··· Data provided ···

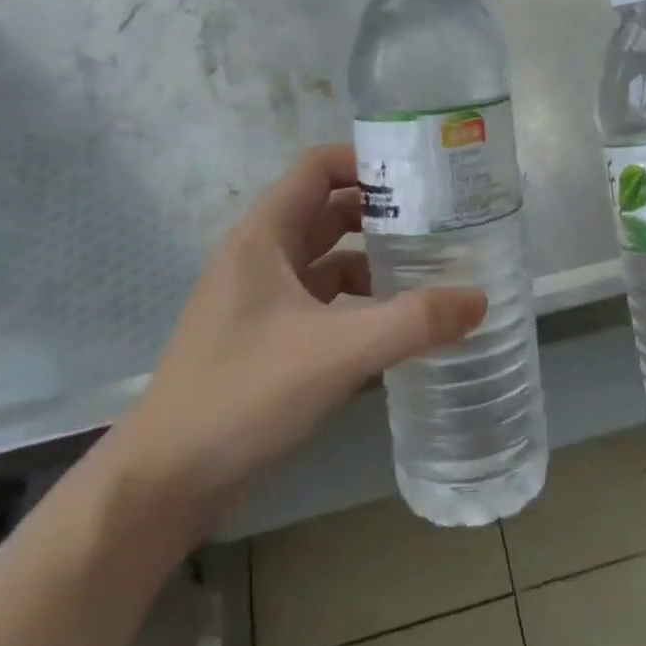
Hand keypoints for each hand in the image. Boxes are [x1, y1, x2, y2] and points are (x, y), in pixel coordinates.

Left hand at [101, 145, 486, 539]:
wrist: (165, 483)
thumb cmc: (243, 395)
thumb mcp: (337, 351)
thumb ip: (412, 322)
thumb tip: (480, 299)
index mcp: (263, 237)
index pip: (318, 168)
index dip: (367, 161)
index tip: (422, 176)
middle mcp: (261, 258)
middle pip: (329, 212)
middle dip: (383, 213)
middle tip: (442, 223)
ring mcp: (262, 302)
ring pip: (329, 262)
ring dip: (375, 262)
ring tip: (432, 272)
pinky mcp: (268, 341)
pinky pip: (324, 304)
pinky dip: (360, 305)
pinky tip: (396, 326)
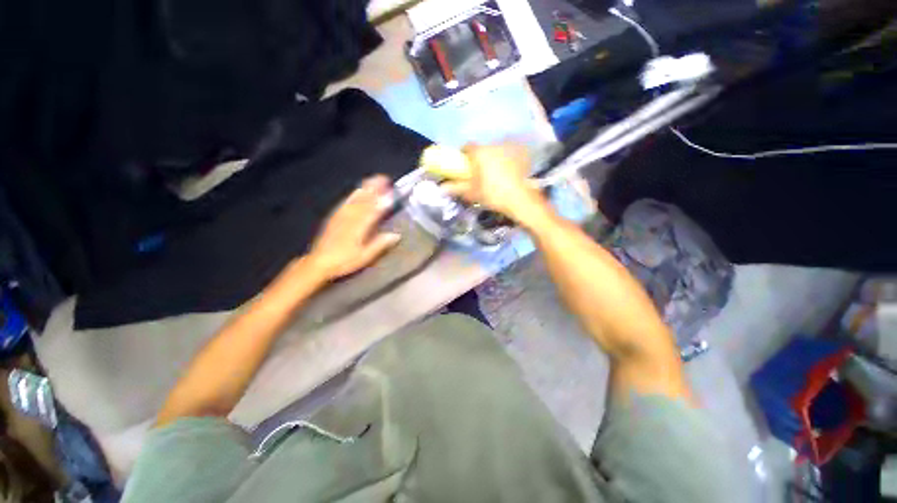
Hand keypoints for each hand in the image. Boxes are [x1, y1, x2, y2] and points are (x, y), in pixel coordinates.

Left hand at [308, 175, 400, 280]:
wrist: (319, 262)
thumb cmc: (344, 261)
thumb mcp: (365, 256)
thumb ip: (380, 244)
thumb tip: (396, 235)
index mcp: (359, 227)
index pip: (373, 211)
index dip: (382, 201)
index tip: (391, 192)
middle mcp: (350, 218)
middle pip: (364, 200)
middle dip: (374, 188)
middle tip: (384, 178)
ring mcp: (341, 215)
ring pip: (355, 198)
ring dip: (365, 188)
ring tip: (373, 179)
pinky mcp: (335, 216)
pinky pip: (345, 202)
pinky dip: (353, 194)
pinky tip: (357, 190)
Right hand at [442, 144, 547, 222]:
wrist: (520, 199)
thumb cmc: (493, 194)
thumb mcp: (472, 193)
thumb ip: (456, 188)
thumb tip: (442, 188)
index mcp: (480, 153)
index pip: (467, 147)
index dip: (463, 156)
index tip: (463, 166)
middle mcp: (493, 146)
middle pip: (482, 149)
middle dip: (478, 159)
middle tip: (477, 174)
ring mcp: (509, 150)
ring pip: (495, 152)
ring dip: (492, 160)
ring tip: (493, 176)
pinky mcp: (521, 156)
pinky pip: (508, 156)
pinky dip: (505, 162)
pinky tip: (507, 175)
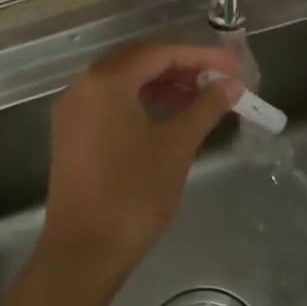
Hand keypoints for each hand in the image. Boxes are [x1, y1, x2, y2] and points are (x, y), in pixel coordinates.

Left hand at [41, 40, 240, 278]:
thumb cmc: (134, 194)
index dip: (200, 56)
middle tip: (219, 76)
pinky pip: (111, 101)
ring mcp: (74, 111)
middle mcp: (83, 87)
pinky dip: (142, 99)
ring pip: (124, 80)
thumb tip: (231, 85)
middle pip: (138, 60)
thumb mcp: (177, 147)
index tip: (233, 64)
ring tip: (202, 95)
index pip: (159, 53)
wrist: (84, 252)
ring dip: (163, 82)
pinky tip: (171, 113)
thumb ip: (205, 108)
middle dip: (181, 65)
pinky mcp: (73, 133)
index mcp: (106, 82)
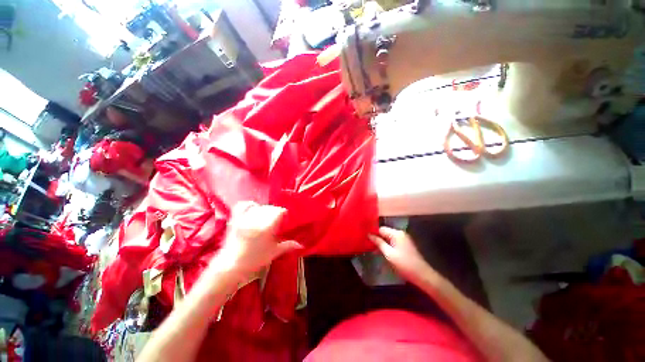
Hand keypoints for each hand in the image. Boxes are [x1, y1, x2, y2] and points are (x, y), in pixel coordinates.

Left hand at [216, 201, 302, 275]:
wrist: (231, 266)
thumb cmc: (255, 260)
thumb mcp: (273, 253)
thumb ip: (287, 246)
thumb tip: (300, 244)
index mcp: (267, 228)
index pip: (279, 211)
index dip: (283, 213)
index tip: (285, 217)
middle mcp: (256, 220)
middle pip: (270, 208)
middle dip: (275, 212)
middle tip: (276, 219)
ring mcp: (245, 219)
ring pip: (259, 207)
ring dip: (265, 209)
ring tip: (266, 215)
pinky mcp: (236, 219)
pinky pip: (243, 206)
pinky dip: (249, 205)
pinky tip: (254, 208)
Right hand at [369, 227, 434, 284]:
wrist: (423, 275)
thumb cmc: (404, 264)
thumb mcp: (389, 254)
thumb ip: (378, 242)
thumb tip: (369, 234)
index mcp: (396, 233)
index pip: (381, 229)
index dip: (373, 233)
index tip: (365, 238)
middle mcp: (400, 233)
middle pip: (385, 232)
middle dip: (377, 237)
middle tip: (368, 244)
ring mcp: (404, 239)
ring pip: (389, 237)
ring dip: (382, 242)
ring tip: (373, 248)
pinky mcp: (406, 245)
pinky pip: (393, 241)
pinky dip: (388, 244)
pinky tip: (383, 251)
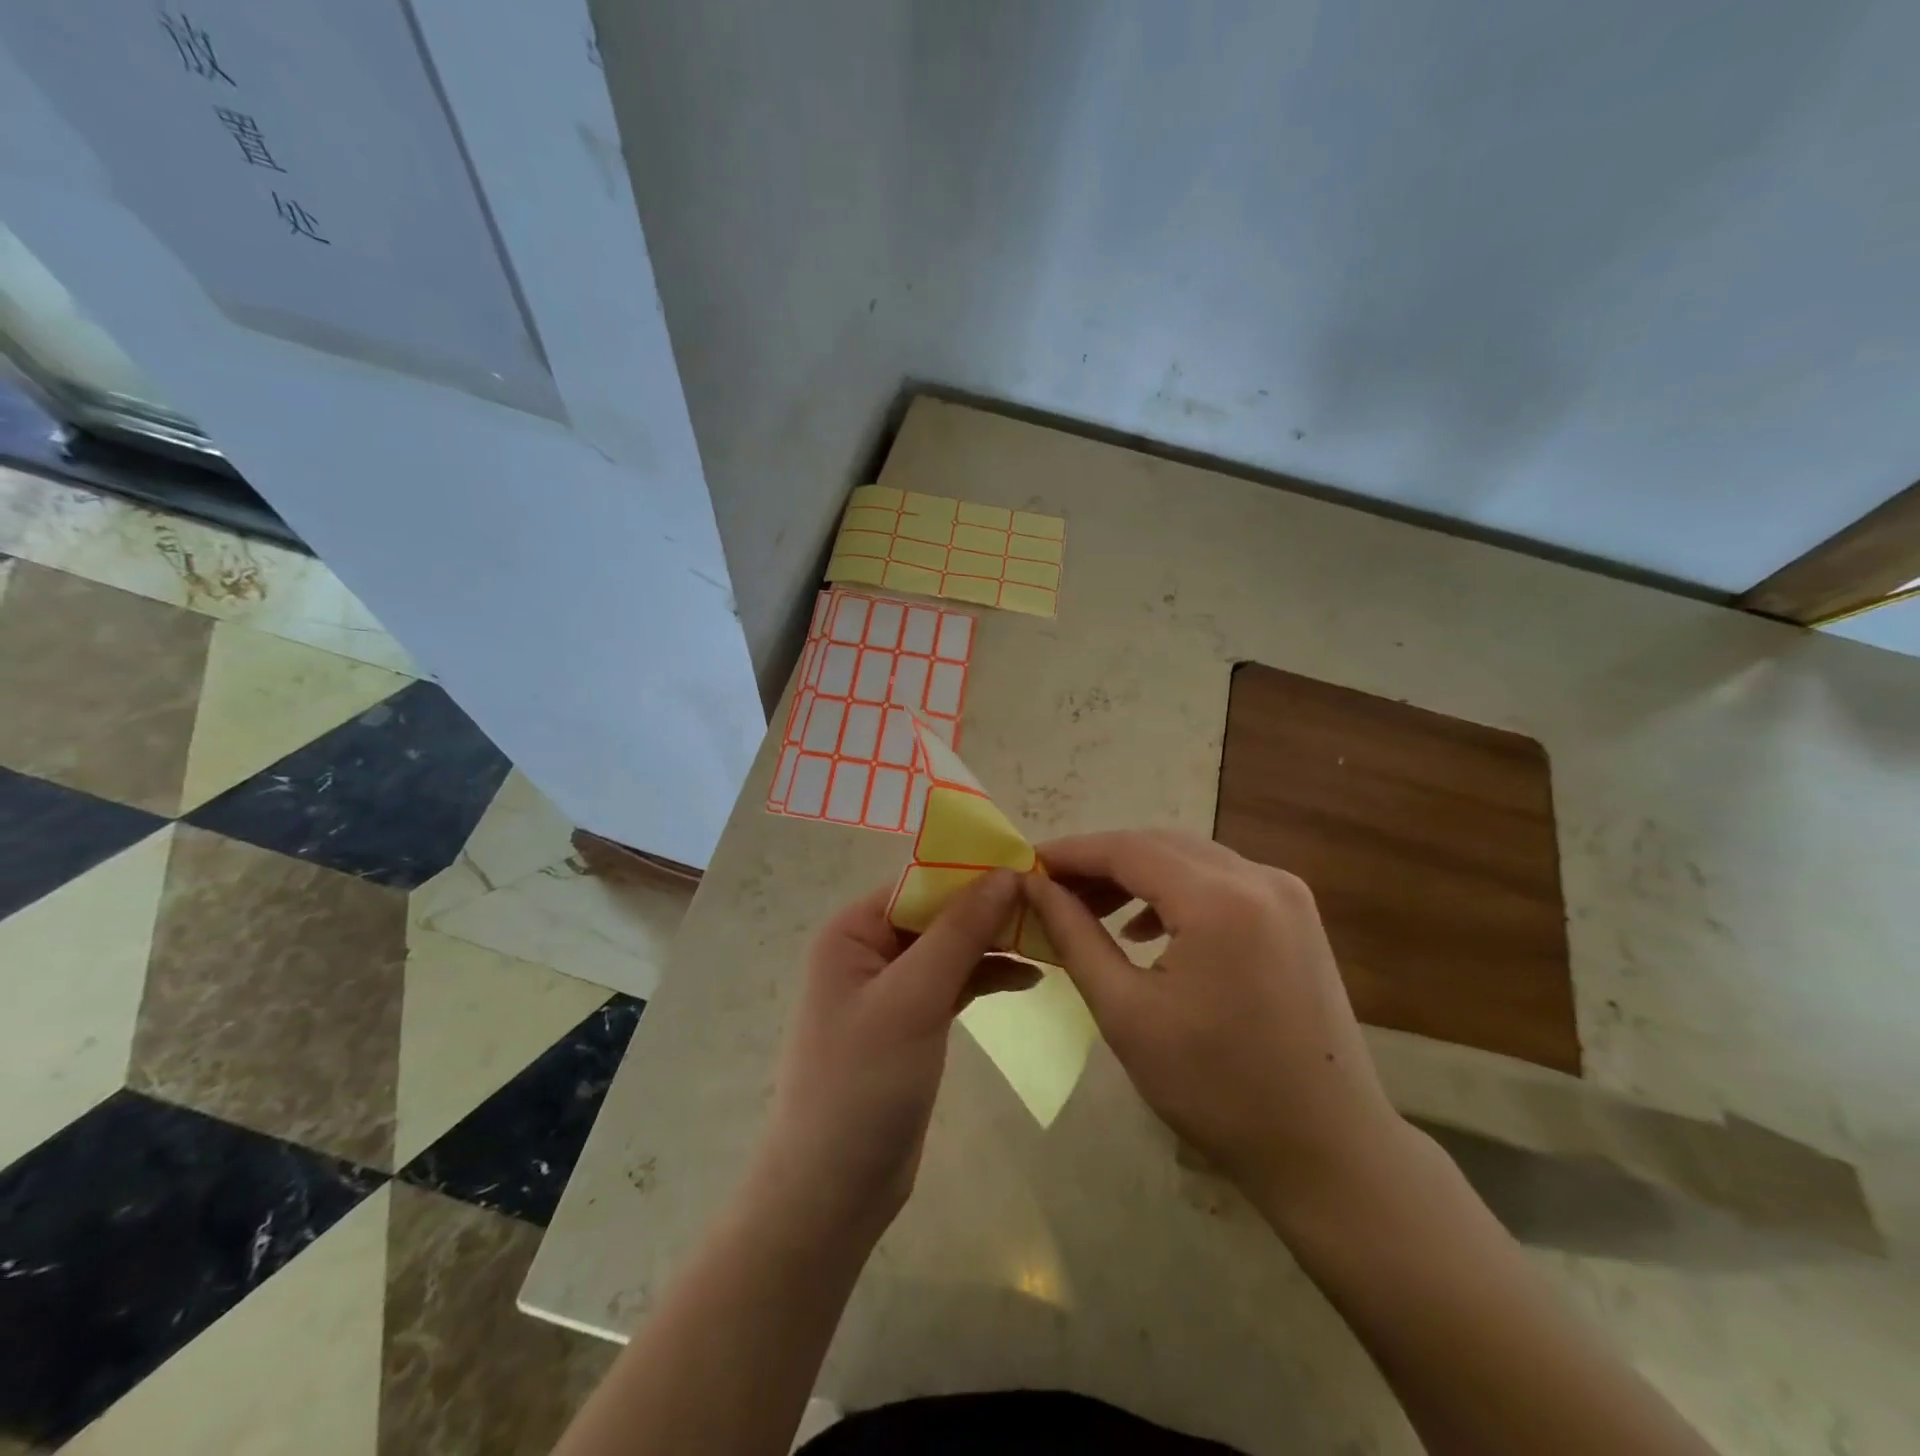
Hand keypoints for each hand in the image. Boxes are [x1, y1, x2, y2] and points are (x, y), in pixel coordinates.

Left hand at [749, 870, 1034, 1246]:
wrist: (832, 1191)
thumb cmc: (862, 1084)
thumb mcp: (913, 999)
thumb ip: (959, 932)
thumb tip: (1005, 872)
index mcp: (854, 930)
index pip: (922, 883)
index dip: (976, 874)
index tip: (1036, 870)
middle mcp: (869, 949)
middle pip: (940, 913)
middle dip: (991, 909)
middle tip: (1054, 907)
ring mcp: (891, 987)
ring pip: (951, 947)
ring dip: (995, 943)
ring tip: (1052, 940)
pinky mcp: (912, 1021)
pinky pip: (954, 982)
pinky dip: (988, 977)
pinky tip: (1030, 977)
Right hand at [1022, 830, 1402, 1210]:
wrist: (1326, 1149)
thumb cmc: (1214, 1088)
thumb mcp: (1126, 1013)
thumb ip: (1075, 937)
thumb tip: (1034, 888)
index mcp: (1219, 899)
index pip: (1127, 849)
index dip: (1072, 852)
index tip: (1027, 865)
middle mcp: (1259, 878)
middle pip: (1160, 845)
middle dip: (1101, 861)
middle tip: (1052, 889)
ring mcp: (1286, 894)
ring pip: (1191, 859)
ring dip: (1137, 875)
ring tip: (1090, 908)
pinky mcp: (1296, 915)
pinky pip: (1221, 881)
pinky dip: (1176, 892)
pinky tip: (1145, 929)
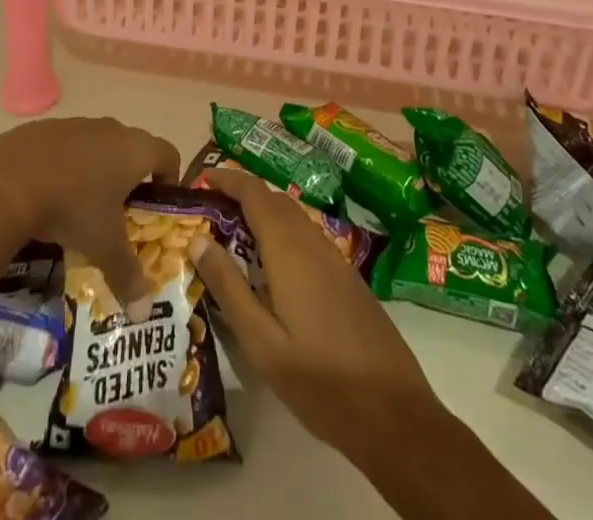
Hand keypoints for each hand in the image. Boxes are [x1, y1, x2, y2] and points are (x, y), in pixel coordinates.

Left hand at [0, 117, 180, 305]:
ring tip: (85, 207)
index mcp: (134, 150)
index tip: (160, 206)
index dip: (170, 179)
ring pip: (99, 146)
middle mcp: (111, 129)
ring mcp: (77, 124)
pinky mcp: (47, 128)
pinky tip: (52, 193)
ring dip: (99, 170)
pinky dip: (68, 166)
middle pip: (133, 149)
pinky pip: (68, 146)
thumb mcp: (104, 247)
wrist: (11, 179)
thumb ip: (128, 275)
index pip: (169, 154)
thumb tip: (145, 312)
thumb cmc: (73, 207)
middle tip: (123, 214)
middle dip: (132, 179)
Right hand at [190, 167, 437, 459]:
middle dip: (240, 195)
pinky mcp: (346, 277)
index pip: (253, 192)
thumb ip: (229, 287)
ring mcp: (333, 258)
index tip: (199, 179)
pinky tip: (270, 268)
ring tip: (231, 236)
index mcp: (289, 249)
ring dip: (261, 214)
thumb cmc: (320, 381)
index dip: (226, 178)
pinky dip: (280, 234)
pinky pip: (306, 237)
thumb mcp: (262, 343)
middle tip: (207, 211)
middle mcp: (312, 241)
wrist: (395, 413)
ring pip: (291, 217)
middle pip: (272, 199)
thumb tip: (197, 239)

···

## Exercise directions
Scan the data above, find each line with "wrist", and copy it.

## Exercise response
wrist: (165, 483)
wrist: (319, 262)
wrist: (520, 199)
wrist: (84, 252)
wrist: (231, 266)
wrist: (423, 275)
wrist: (832, 1191)
wrist: (1326, 1149)
wrist: (11, 179)
wrist: (395, 413)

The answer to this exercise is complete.